Monday, December 28, 2015

A Father's Love

Tommy was an amazing father to a beautiful daughter, Penelope. Both Tommy and Penelope welcomed me into their lives so graciously and openly and I can never thank them enough for that. Although, Tommy and I only had Penelope part time, when we were all together, we were truly a family. The dynamics in the house would change a little but it was all well worth it because I got to witness something truly magical between those two. Not only did I get to be witness to this miraculous father/daughter loving relationship but I was able to become an active participant.


Here's a fun fact: Before Tommy proposed in Africa, he made sure that it was okay with Penelope who was 4 going on 5 at the time. I remember her asking me the strangest questions the months before our trip to Tanzania. She would randomly ask, "When are you going to marry my daddy?" and "Once you guys get married are you going to have babies?" I thought this kid was just confused. I kept telling her things like, "I really love your daddy but we aren't getting married yet." and "Your dad and I really, really love each other but you just don't go run and get married, it takes time Penelope." Not knowing that he had already told her the plan, I am sure I was confusing her even more. This is just one example of how Penelope was Tommy's world. I have no doubt in my mind that if Penelope had a problem with us marrying, it would not have happened. Thanks for giving your daddy the blessing, Penelope! I love you!!

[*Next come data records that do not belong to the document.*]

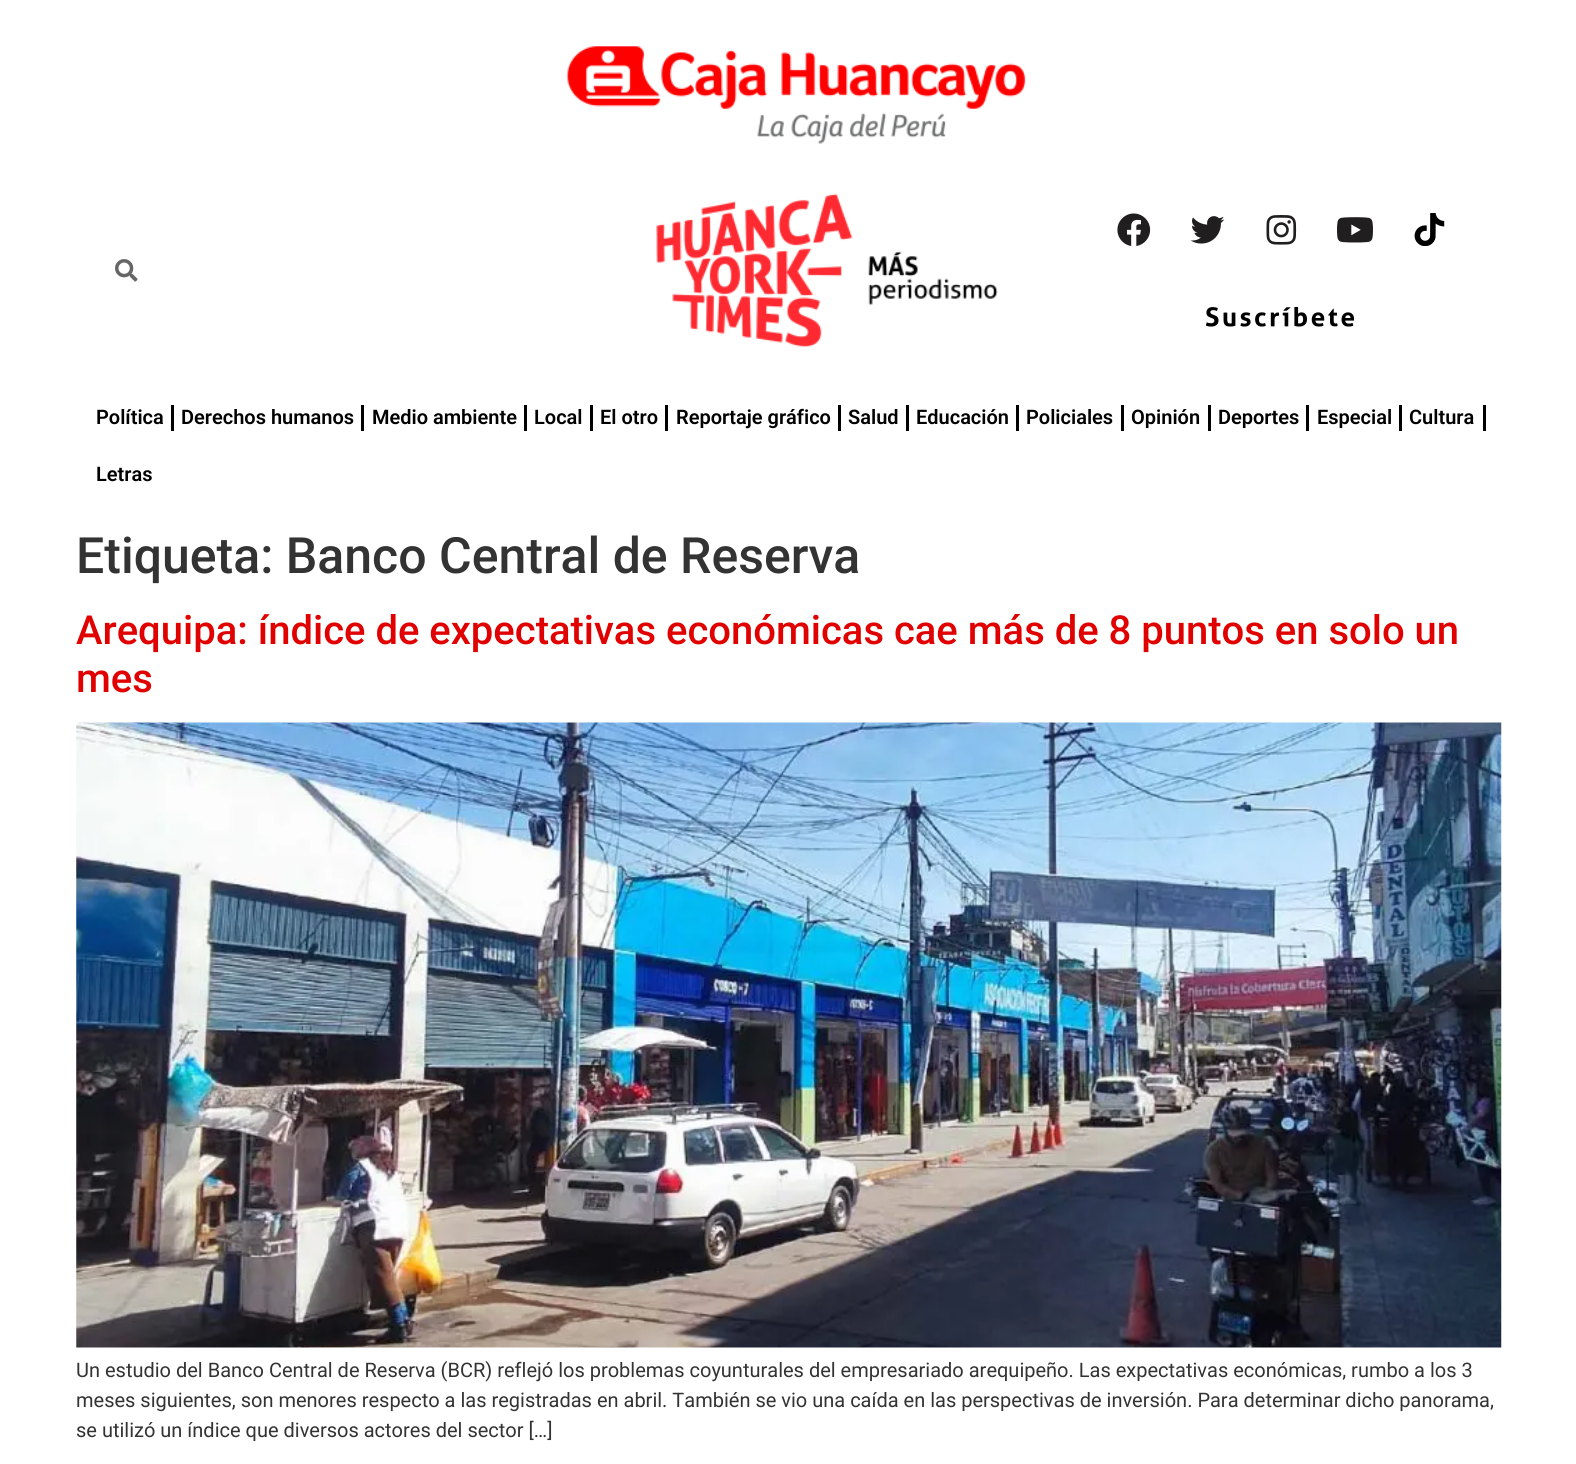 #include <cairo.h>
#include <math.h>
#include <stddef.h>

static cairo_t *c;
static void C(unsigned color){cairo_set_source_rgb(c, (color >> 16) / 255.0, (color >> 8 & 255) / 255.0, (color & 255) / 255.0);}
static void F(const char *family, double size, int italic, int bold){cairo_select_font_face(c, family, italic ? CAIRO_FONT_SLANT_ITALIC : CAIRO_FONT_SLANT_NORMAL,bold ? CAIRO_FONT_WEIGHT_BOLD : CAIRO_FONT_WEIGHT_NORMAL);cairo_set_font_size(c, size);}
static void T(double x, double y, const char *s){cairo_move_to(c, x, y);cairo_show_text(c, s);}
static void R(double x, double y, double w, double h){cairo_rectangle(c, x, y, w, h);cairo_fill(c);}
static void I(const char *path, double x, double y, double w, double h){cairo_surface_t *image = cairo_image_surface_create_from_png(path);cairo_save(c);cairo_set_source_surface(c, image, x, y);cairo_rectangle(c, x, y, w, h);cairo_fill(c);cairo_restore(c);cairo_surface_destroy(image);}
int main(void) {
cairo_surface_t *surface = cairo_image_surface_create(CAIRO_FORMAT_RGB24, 1576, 1464);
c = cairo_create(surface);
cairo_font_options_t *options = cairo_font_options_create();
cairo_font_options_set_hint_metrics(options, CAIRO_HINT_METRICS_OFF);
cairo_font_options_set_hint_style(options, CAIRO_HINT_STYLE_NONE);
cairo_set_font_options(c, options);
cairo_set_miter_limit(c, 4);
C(0xffffff);
cairo_paint(c);
I("1.png",566,46,460,98);
I("2.png",115,259,23,23);
I("3.png",656,193,342,154);
I("4.png",1117,213,34,33);
I("5.png",1190,216,35,28);
I("6.png",1266,215,31,30);
I("7.png",1337,217,36,26);
I("8.png",1414,213,31,33);
I("9.png",1206,306,149,21);
F("Roboto SemiBold",20,0,0);
C(0x000000);
T(96,424,"Política");
R(171,405,3,26);
T(181,424,"Derechos humanos");
R(361,405,3,26);
T(372,424,"Medio ambiente");
R(524,405,3,26);
T(534,424,"Local");
R(590,405,3,26);
T(600,424,"El otro");
R(665,405,3,26);
T(676,424,"Reportaje gráfico");
R(838,405,3,26);
T(848,424,"Salud");
R(906,405,3,26);
T(916,424,"Educación");
R(1016,405,3,26);
T(1026,424,"Policiales");
R(1121,405,3,26);
T(1131,424,"Opinión");
R(1208,405,3,26);
T(1218,424,"Deportes");
R(1306,405,3,26);
T(1317,424,"Especial");
R(1399,405,3,26);
T(1409,424,"Cultura");
R(1483,405,3,26);
T(96,481,"Letras");
F("Roboto Medium",50,0,0);
C(0x333333);
T(76,573,"Etiqueta: Banco Central de Reserva");
F("Roboto Medium",40,0,0);
C(0xe00000);
T(76,644,"Arequipa: índice de expectativas económicas cae más de 8 puntos en solo un");
T(76,692,"mes");
I("10.png",76,722,1426,626);
F("Roboto",20,0,0);
C(0x333333);
T(76,1377,"Un estudio del Banco Central de Reserva (BCR) reflejó los problemas coyunturales del empresariado arequipeño. Las expectativas económicas, rumbo a los 3");
T(76,1407,"meses siguientes, son menores respecto a las registradas en abril. También se vio una caída en las perspectivas de inversión. Para determinar dicho panorama,");
T(76,1437,"se utilizó un índice que diversos actores del sector […]");
cairo_surface_write_to_png(surface, "o.png");
cairo_font_options_destroy(options);
cairo_destroy(c);
cairo_surface_destroy(surface);
return 0;
} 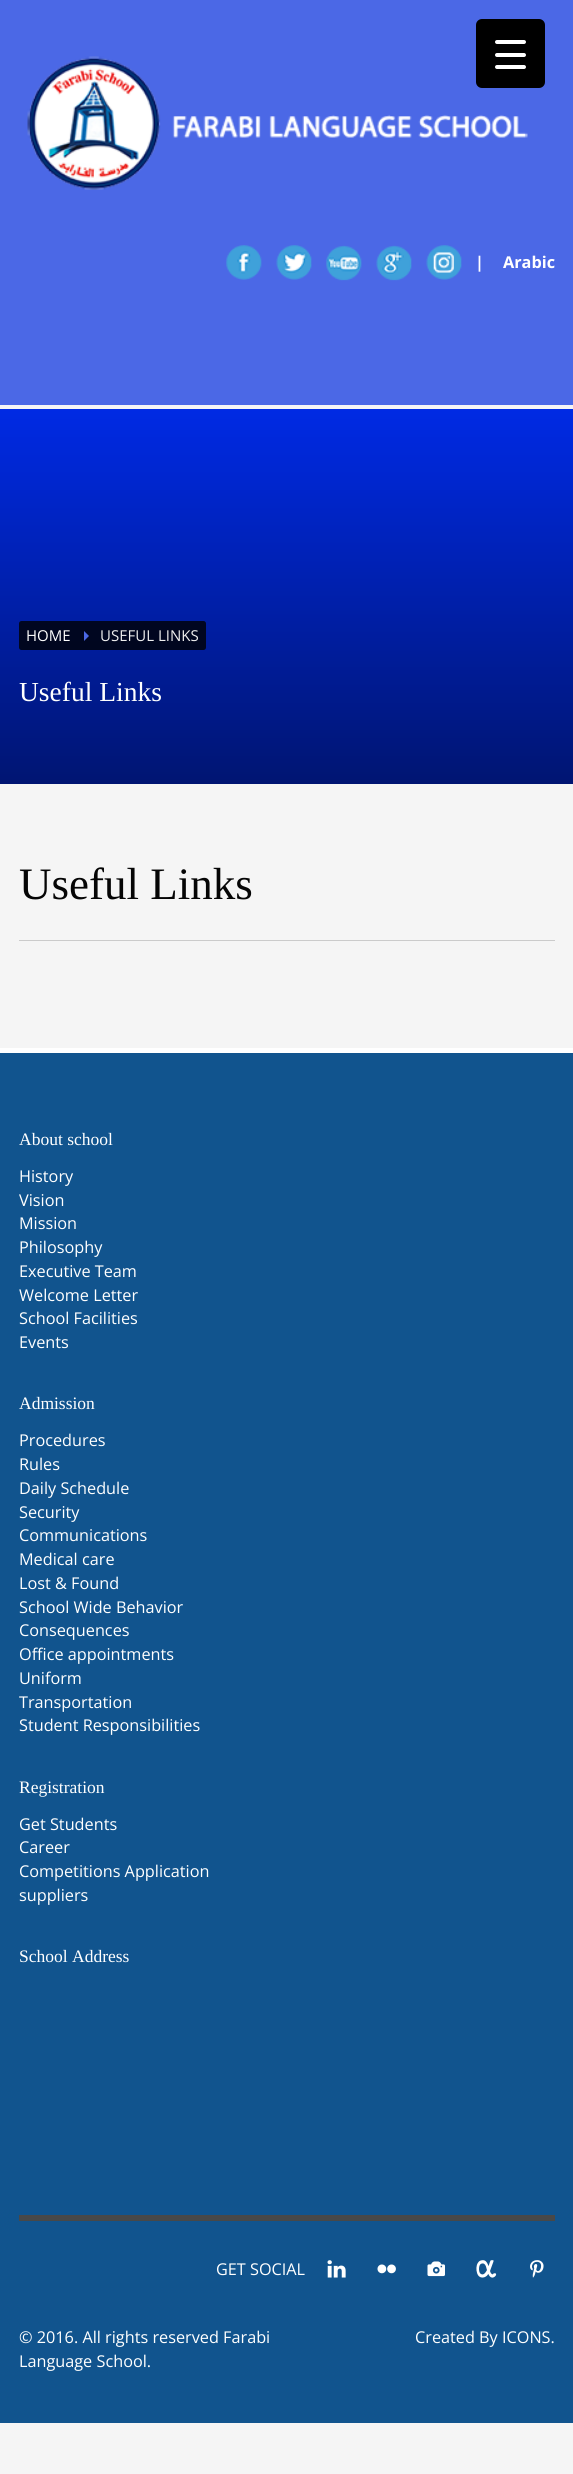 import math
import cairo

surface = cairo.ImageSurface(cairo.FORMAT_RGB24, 573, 2474)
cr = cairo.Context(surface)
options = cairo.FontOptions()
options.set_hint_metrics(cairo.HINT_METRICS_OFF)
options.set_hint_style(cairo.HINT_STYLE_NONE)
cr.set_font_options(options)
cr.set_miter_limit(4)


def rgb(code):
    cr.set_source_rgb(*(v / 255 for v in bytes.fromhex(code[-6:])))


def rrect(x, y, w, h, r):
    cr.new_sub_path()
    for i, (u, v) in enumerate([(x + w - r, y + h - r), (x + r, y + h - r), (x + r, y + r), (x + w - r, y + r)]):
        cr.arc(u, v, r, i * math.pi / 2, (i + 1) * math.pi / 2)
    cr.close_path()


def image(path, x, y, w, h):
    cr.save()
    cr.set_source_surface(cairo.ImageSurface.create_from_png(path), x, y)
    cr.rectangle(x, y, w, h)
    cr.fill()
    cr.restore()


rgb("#f5f5f5")
cr.paint()
rgb("#4b68e6")
cr.rectangle(0, 0, 573, 405)
cr.fill()
image("img/1.png", 27, 56, 501, 134)
rgb("#000000")
rrect(476, 19, 69, 69, 6)
cr.fill()
rgb("#ffffff")
rrect(495, 53, 31, 4, 2)
cr.fill()
rrect(495, 40, 31, 4, 2)
cr.fill()
rrect(495, 65, 31, 4, 2)
cr.fill()
image("img/2.png", 226, 245, 36, 35)
image("img/3.png", 276, 245, 36, 35)
image("img/4.png", 326, 245, 36, 36)
image("img/5.png", 376, 245, 36, 36)
image("img/6.png", 426, 245, 36, 35)
gradient = cairo.LinearGradient(287, 409, 287, 784)
gradient.add_color_stop_rgba(0, 0, 0.165, 0.894, 1)
gradient.add_color_stop_rgba(1, 0, 0.082, 0.447, 1)
cr.set_source(gradient)
cr.rectangle(0, 409, 573, 375)
cr.fill()
cr.set_source_rgba(0, 0, 0, 0.8)
rrect(19, 621, 187, 29, 2.5)
cr.fill()
rgb("#4b68e6")
cr.new_path()
cr.move_to(84, 641)
cr.line_to(84, 631)
cr.line_to(89, 636)
cr.close_path()
cr.fill()
for x, y, w, h, color in [
    (19, 940, 536, 1, "#cbcbcb"),
    (0, 1053, 573, 1370, "#11548e"),
    (0, 1048, 573, 5, "#ffffff"),
    (19, 2215, 536, 6, "#484848"),
]:
    rgb(color)
    cr.rectangle(x, y, w, h)
    cr.fill()
image("img/7.png", 327, 2260, 19, 18)
image("img/8.png", 377, 2264, 19, 10)
image("img/9.png", 427, 2261, 18, 16)
image("img/10.png", 476, 2260, 21, 18)
image("img/11.png", 530, 2260, 14, 18)
cr.select_font_face("Open Sans", cairo.FONT_SLANT_NORMAL, cairo.FONT_WEIGHT_BOLD)
cr.set_font_size(16.25)
rgb("#ffffff")
cr.move_to(475, 268)
cr.show_text("|")
cr.move_to(503, 268)
cr.show_text("Arabic")
cr.select_font_face("Open Sans")
cr.set_font_size(15)
cr.move_to(26, 641)
cr.show_text("HOME")
rgb("#eeeeee")
cr.move_to(100, 641)
cr.show_text("USEFUL LINKS")
cr.select_font_face("Liberation Serif")
cr.set_font_size(27.5)
rgb("#ffffff")
cr.move_to(19, 701)
cr.show_text("Useful Links")
cr.set_font_size(45)
rgb("#050505")
cr.move_to(19, 899)
cr.show_text("Useful Links")
cr.set_font_size(17.5)
rgb("#ffffff")
cr.move_to(19, 1145)
cr.show_text("About school")
cr.select_font_face("Open Sans")
cr.set_font_size(16.25)
for x, y, s in [
    (19, 1182, "History"),
    (19, 1206, "Vision"),
    (19, 1229, "Mission"),
    (19, 1253, "Philosophy"),
    (19, 1277, "Executive Team"),
    (19, 1301, "Welcome Letter"),
    (19, 1324, "School Facilities"),
    (19, 1348, "Events"),
]:
    cr.move_to(x, y)
    cr.show_text(s)
cr.select_font_face("Liberation Serif")
cr.set_font_size(17.5)
cr.move_to(19, 1409)
cr.show_text("Admission")
cr.select_font_face("Open Sans")
cr.set_font_size(16.25)
for x, y, s in [
    (19, 1446, "Procedures"),
    (19, 1470, "Rules"),
    (19, 1494, "Daily Schedule"),
    (19, 1518, "Security"),
    (19, 1541, "Communications"),
    (19, 1565, "Medical care"),
    (19, 1589, "Lost & Found"),
    (19, 1613, "School Wide Behavior"),
    (19, 1636, "Consequences"),
    (19, 1660, "Office appointments"),
    (19, 1684, "Uniform"),
    (19, 1708, "Transportation"),
    (19, 1731, "Student Responsibilities"),
]:
    cr.move_to(x, y)
    cr.show_text(s)
cr.select_font_face("Liberation Serif")
cr.set_font_size(17.5)
cr.move_to(19, 1793)
cr.show_text("Registration")
cr.select_font_face("Open Sans")
cr.set_font_size(16.25)
for x, y, s in [
    (19, 1830, "Get Students"),
    (19, 1853, "Career"),
    (19, 1877, "Competitions Application"),
    (19, 1901, "suppliers"),
]:
    cr.move_to(x, y)
    cr.show_text(s)
cr.select_font_face("Liberation Serif")
cr.set_font_size(17.5)
cr.move_to(19, 1962)
cr.show_text("School Address")
cr.select_font_face("Open Sans")
cr.set_font_size(16.25)
for x, y, s in [
    (216, 2275, "GET SOCIAL"),
    (19, 2343, "© 2016. All rights reserved Farabi"),
    (19, 2367, "Language School."),
    (415, 2343, "Created By ICONS."),
]:
    cr.move_to(x, y)
    cr.show_text(s)
surface.write_to_png("page.png")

I do not think it was possible to be a better father than Tommy was to Penelope. Although there was distance between the two households (Penelope's and ours), there was no lack in love. When she was with us, Tommy would teach her how to cook, to tend to the chickens, to garden, to plant her own seeds, to ride her bike, to feel a sense of accomplishment and self-pride in everything she did. As a family, we would go on hikes together, exploring the wonders of the world. From caving to rock climbing, to camping....Tommy taught Penelope a life lesson during each encounter. Even something as small or insignificant as a walk to the park, they would have meaningful conversation and Penelope could not stop telling me about what seemed like an adventure. Tommy had a way with Penelope that made every moment seem precious and priceless and beyond meaningful.
 
 
 
I admittedly have fallen down the rabbit hole of reading some of the comments that were posted on the articles regarding our accident. Knowing how good of a father Tommy was makes me very protective of what is being said about him in the universe. I have been told to not worry what others say, that all that matters is what is true and we as friends, family and loved ones know the truth. To a certain extent, I know that is true. However, a big piece of me is, quite frankly, pissed off about what is being said about Tommy. I have read things that say he was a selfish person and that if he really loved Penelope, he would have never been up there. Others have made comments about how horrible of a father he must have been. It hurts me to my core to read them. I have not revisited these pages; however, I know that negative energy is out in the universe for anyone to read and I HATE that. I hate that I cannot remove those comments. I hate that I cannot protect his name. I hate that someone could actually accuse him of that. He absolutely loved that girl and for anyone to say otherwise...well, that's just absurd. It breaks my heart that I am so helpless in saving his name and protecting his legacy. I would do anything to protect him and his name!
 
 
 
Tommy and Penelope were such a touching part of my life and as much as it hurts for me to start accepting the reality of Tommy being gone, I also have to grieve the relationship that I had with Penelope. One silly, fateful second has completely ripped apart my family. I went from a family of three .... helping to raise this beautiful child....to a 29 year old widow, living alone in a house full of memories of my lost family. One second....and now I am alone. How can the world be this cruel?
 

 
 
Daddy and Alison love you Penelope. Even though we may not be able to be together physically, we are both with you every single day.
 
 
I love you both, Tommy and Peanut, with every ounce of my being.